Шалимов вел себя спокойно, можно было даже сказать, излишне спокойно. Когда его увели, Алтаев задумчиво проговорил:
— Что-то он очень спокоен. Не может человек так быть спокоен, когда его в убийстве обвиняют, не должен он быть спокоен. А если невиновен, то тем более волноваться должен. И потом, вы заметили, — чувствуется, что он внутренне подготовлен к вопросам, как будто отрепетировал свои ответы заранее. Иногда автоматически отвечает там, где надо бы подумать, а иногда над простым вопросом раздумывает. Тут что-то не так.
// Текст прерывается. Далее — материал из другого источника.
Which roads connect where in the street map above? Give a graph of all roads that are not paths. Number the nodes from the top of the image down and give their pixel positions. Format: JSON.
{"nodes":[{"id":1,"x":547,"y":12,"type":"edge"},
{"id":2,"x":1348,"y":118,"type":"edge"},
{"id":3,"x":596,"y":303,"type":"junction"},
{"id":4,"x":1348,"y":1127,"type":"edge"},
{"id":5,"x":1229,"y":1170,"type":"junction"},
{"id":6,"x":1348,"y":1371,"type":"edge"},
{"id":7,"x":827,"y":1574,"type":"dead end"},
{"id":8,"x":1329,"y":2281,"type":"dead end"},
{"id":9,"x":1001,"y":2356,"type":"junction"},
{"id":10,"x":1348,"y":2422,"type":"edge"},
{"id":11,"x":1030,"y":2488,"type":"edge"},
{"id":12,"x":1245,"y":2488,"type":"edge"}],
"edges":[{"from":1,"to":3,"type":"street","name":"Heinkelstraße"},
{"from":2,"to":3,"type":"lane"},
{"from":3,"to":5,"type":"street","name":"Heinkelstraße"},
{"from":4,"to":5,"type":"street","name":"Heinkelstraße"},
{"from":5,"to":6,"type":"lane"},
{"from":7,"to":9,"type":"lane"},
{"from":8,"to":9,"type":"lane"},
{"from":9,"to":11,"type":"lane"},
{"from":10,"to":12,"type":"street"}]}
— Ты, Игорь, свои психологические обобщения вместе собери и в конверте судьям отдай. Вот, мол, вам, товарищи судьи, доказательства вины человека в таком серьезном преступлении, как убийство, тем более что ничего другого у нас нет, — сказал Зимин. — За такие доказательства адвокат тебе огромное спасибо скажет. Да что я говорю! Какой прокурор обвинительное заключение подпишет? Смех один…
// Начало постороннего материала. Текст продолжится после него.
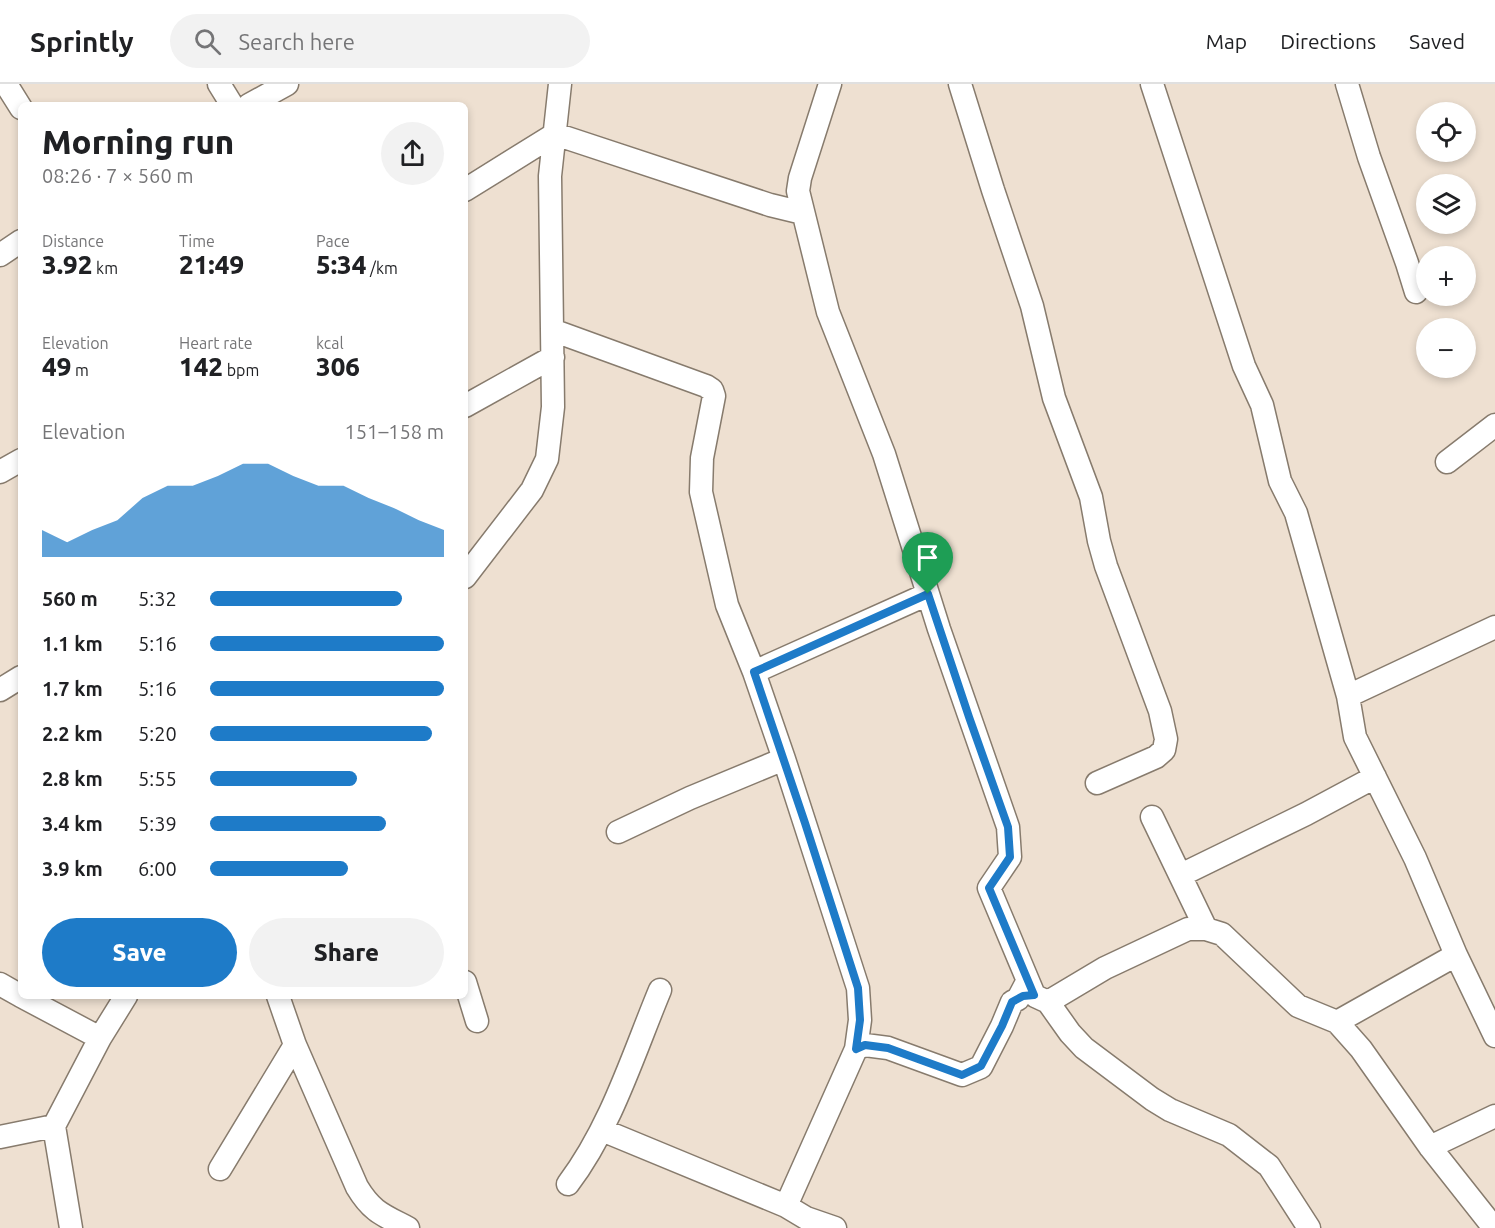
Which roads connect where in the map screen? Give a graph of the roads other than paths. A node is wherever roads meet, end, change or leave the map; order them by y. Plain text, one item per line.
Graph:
1 (6, 84) edge
2 (219, 84) edge
3 (287, 84) edge
4 (560, 84) edge
5 (830, 84) edge
6 (960, 84) edge
7 (1152, 84) edge
8 (1347, 84) edge
9 (230, 102) edge
10 (254, 102) edge
11 (18, 103) edge
12 (555, 134) junction
13 (468, 188) edge
14 (803, 213) junction
15 (18, 243) edge
16 (0, 255) edge
17 (1416, 292) dead end
18 (552, 330) junction
19 (553, 357) junction
20 (468, 404) edge
21 (1495, 425) edge
22 (18, 462) edge
23 (1447, 462) dead end
24 (0, 472) edge
25 (468, 573) edge
26 (928, 594) junction
27 (1495, 627) edge
28 (754, 672) junction
29 (18, 679) edge
30 (0, 690) edge
31 (1348, 696) junction
32 (784, 759) junction
33 (1375, 777) junction
34 (1097, 783) dead end
35 (1152, 817) dead end
36 (618, 832) dead end
37 (1181, 875) junction
38 (1206, 929) junction
39 (1456, 955) junction
40 (0, 984) edge
41 (660, 990) dead end
42 (468, 992) edge
43 (18, 994) edge
44 (1032, 994) junction
45 (27, 999) edge
46 (120, 999) edge
47 (279, 999) edge
48 (477, 1021) dead end
49 (1337, 1022) junction
50 (1495, 1036) edge
51 (100, 1038) junction
52 (295, 1045) junction
53 (856, 1049) junction
54 (1495, 1116) edge
55 (54, 1126) junction
56 (602, 1130) junction
57 (0, 1137) edge
58 (1430, 1147) junction
59 (220, 1169) dead end
60 (568, 1184) dead end
61 (786, 1206) junction
62 (71, 1228) edge
63 (408, 1228) edge
64 (835, 1228) edge
65 (1310, 1228) edge
66 (1494, 1228) edge

1 - 11 street
2 - 9 street
3 - 10 street
4 - 12 street
5 - 14 street
6 - 34 street
7 - 31 street
8 - 17 street
12 - 13 street
12 - 14 street
12 - 18 street
14 - 26 street
15 - 16 street
18 - 19 street
18 - 28 street
19 - 20 street
19 - 25 street
21 - 23 street
22 - 24 street
26 - 28 street
26 - 44 street
27 - 31 street
28 - 32 street
29 - 30 street
31 - 33 street
32 - 36 street
32 - 53 street
33 - 37 street
33 - 39 street
35 - 37 street
37 - 38 street
38 - 44 street
38 - 49 street
39 - 49 street
39 - 50 street
40 - 43 street
41 - 56 street
42 - 48 street
44 - 53 street
44 - 65 street
45 - 51 street
46 - 51 street
47 - 52 street
49 - 58 street
51 - 55 street
52 - 59 street
52 - 63 street
53 - 61 street
54 - 58 street
55 - 57 street
55 - 62 street
56 - 60 street
56 - 61 street
58 - 66 street
61 - 64 street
— Но мы же сами чувствуем, знаем, что нашли убийцу! — воскликнул Колесников.
— Прав Володя. Мало знать и чувствовать, — сказал Алтаев, — мы должны теперь докопаться до истины — доказать или виновность или невиновность, нельзя отступать.
Шло время. Ежедневно Алтаев по нескольку часов просиживал с Шалимовым. Хотя разговоров об убийстве велось много, они ни на шаг не приблизились к истине. Вопросы типа «Ну как он?» почти прекратились. Колганов систематически вызывал группу Алтаева к себе и с Шалимовым поговорил раза два-три: результат был не лучше, чем у Алтаева.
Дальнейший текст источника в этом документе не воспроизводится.